- Bullion rises above 50-day average; Newmont shares climb
- `This is a fear trade,' says Michael Smith of T&K Futures
Gold advanced for a fourth straight day, the longest rally in almost three months, as a selloff in equities and a claim that North Korea detonated a hydrogen bomb boosted demand for a haven asset.
Bullion reached the highest in mid-November as stock markets around the world retreated. The atomic-test claims add to investor concerns spurred by Saudi Arabia-Iran tensions and China’s stock-market rout earlier this week that had already boosted gold’s appeal as a store of value.
“This is a fear trade,” Michael Smith, the president of T&K Futures & Options in Port St. Lucie, Florida, said in a telephone interview. “People are taking this one very seriously.”
Gold, which fell for a third straight year in 2015 as U.S. equities rose and the Federal Reserve signaled interest-rate increases, climbed above its 50-day moving average on Wednesday for the first time since early November. Newmont Mining Corp., the biggest U.S. gold producer, defied the sell-off in equities, rallying 1.4 percent, among the best performances on the Standard & Poor’s 500 Index.
Gold futures for February delivery advanced 1.3 percent to settle at $1,091.90 an ounce at 1:44 p.m. on the Comex in New York, marking the longest winning streak since Oct. 15.
Prices extended their gains after the market closed, reaching $1,094.90, the highest since Nov. 16, after the minutes of the Dec. 15-16 meeting of the Federal Reserve were released. The minutes showed the decision to raise interest rates last month was a “close call” for some policy makers who worried about too-low inflation and received assurances that their colleagues would closely monitor its progress.
Fed officials noted several times that monetary policy would ultimately depend on how the economy fared over time. “Members stressed the potential need to accelerate or slow the pace of normalization as the economic outlook evolved,” the minutes said. Policy makers have said the pace of tightening will be gradual. Higher rates curb the appeal of precious metals, which don’t pay interest like competing assets.

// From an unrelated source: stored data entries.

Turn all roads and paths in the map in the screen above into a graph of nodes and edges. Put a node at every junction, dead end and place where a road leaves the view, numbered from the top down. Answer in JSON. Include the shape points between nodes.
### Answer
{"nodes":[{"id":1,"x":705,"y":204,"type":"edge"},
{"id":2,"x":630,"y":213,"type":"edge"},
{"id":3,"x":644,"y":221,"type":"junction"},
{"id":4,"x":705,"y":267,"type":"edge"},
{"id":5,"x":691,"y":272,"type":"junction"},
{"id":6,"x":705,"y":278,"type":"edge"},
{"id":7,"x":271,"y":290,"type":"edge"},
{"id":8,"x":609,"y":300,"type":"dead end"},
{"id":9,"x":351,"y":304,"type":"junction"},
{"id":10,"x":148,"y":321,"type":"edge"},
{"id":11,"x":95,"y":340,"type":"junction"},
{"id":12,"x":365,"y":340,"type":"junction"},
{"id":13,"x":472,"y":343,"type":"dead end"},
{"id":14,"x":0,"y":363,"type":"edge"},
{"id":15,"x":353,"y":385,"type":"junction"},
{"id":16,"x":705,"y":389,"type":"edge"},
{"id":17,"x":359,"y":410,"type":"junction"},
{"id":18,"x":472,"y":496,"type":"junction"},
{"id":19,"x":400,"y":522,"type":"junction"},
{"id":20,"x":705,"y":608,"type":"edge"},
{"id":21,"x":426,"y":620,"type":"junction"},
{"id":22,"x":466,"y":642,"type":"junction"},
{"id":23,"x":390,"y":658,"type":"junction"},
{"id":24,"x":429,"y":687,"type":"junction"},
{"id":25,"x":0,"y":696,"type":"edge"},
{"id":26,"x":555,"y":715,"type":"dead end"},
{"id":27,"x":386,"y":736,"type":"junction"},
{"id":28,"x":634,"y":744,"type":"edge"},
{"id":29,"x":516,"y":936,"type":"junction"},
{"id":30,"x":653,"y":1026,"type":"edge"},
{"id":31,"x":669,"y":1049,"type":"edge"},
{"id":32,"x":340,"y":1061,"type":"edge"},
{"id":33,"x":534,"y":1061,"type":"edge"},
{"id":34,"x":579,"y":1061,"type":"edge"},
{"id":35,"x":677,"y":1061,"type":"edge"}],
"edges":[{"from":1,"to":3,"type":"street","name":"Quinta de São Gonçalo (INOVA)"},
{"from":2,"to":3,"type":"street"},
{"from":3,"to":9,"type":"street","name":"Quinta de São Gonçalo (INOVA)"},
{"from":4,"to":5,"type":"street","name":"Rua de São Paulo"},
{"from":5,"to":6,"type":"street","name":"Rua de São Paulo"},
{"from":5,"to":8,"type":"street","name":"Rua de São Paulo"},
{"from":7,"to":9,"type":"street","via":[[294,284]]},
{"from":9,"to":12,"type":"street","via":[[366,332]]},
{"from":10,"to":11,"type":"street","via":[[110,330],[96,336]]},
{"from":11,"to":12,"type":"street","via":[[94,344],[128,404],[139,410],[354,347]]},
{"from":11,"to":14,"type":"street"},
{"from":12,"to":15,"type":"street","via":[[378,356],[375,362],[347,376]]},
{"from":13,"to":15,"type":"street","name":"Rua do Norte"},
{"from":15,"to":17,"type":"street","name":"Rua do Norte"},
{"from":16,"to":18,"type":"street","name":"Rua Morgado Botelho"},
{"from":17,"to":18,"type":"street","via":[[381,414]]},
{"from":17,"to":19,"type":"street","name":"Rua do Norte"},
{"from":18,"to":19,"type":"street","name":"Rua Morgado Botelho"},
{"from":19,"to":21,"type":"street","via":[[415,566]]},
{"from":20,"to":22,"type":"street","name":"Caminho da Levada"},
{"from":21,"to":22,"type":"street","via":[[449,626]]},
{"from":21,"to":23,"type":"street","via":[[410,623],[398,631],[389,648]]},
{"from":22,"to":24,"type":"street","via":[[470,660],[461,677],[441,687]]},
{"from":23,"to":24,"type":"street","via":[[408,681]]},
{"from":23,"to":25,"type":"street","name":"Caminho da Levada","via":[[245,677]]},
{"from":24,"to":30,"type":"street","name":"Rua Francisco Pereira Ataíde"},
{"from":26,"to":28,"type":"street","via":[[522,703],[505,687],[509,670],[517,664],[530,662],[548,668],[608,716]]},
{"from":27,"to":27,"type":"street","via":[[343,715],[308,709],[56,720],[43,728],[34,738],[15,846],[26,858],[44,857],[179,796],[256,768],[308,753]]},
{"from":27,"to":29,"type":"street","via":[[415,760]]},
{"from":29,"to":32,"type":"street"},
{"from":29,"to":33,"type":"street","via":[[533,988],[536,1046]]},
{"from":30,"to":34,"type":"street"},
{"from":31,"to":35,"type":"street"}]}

The climb above the 50-day average, a level often watched by traders and analysts who study chart patterns, may further improve trading sentiment, according to Jonathan Butler, a precious metals strategist at Mitsubishi Corp. in London.
“The world has begun 2016 in a bad mood and gold is a natural beneficiary,” Matthew Turner, an analyst at Macquarie Group Ltd. in London, said by phone. “Because global markets are in this negative mindset, the North Korea nuclear test is more supportive for gold than would have been the case at other times.”
Silver futures were little changed on the Comex in New York, while platinum declined on the New York Mercantile Exchange.